In the answer, each entry below appears exactly as given, and no picture appears at all.

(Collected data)
:::::
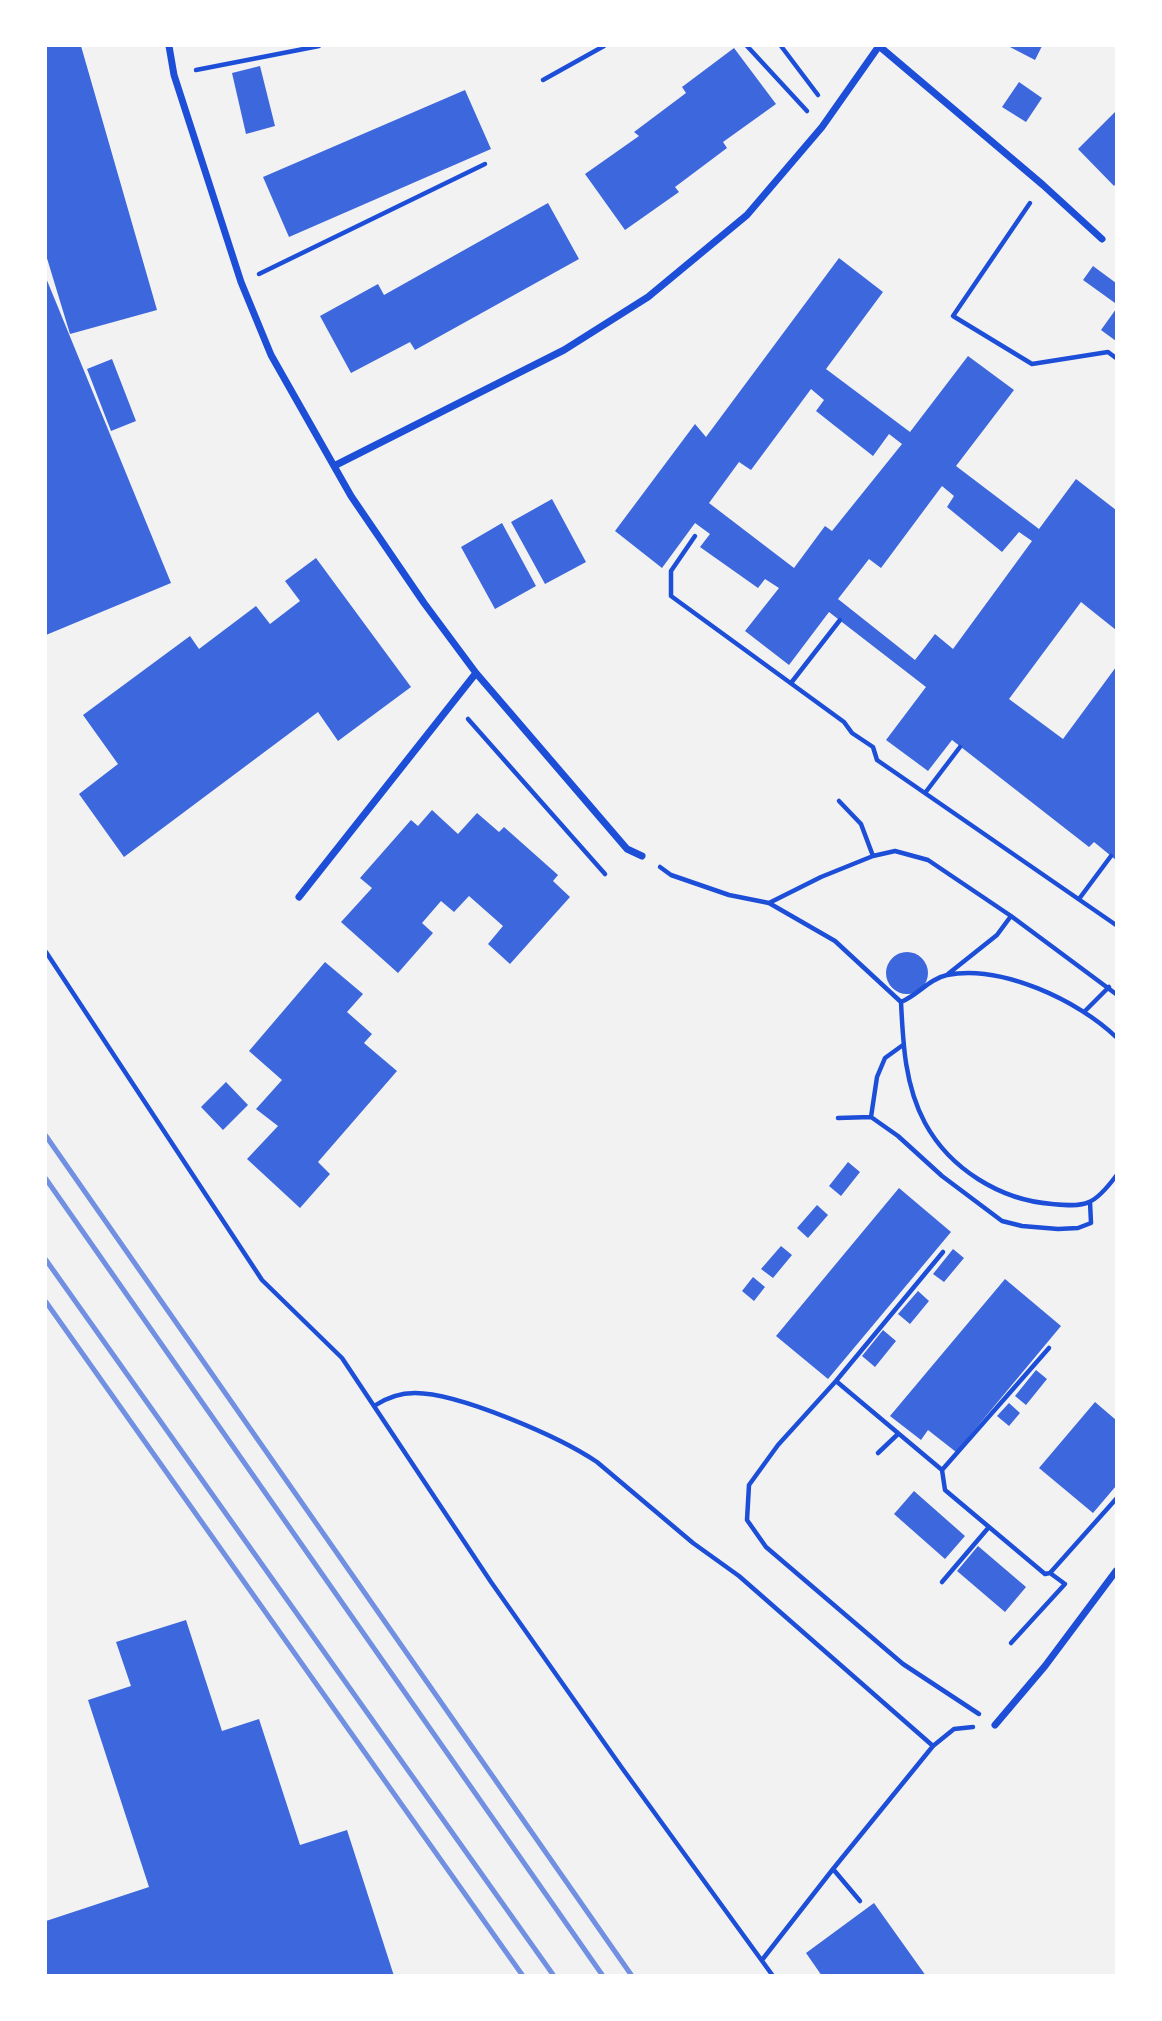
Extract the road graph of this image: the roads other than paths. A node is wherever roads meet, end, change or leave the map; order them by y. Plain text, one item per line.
1 (169, 46) edge
2 (1102, 239) dead end
3 (334, 466) junction
4 (476, 673) junction
5 (642, 856) road end
6 (299, 897) dead end
7 (1116, 1570) edge
8 (995, 1725) road end

1 - 3 street
2 - 3 street
3 - 4 street
4 - 5 street
4 - 6 street
7 - 8 street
:::::
# Answer section
Extract the road graph of this image: the roads other than paths. A node is wherever roads meet, end, change or leave the map; order them by y. Plain text, one item per line.
1 (169, 46) edge
2 (1102, 239) dead end
3 (334, 466) junction
4 (476, 673) junction
5 (642, 856) road end
6 (299, 897) dead end
7 (1116, 1570) edge
8 (995, 1725) road end

1 - 3 street
2 - 3 street
3 - 4 street
4 - 5 street
4 - 6 street
7 - 8 street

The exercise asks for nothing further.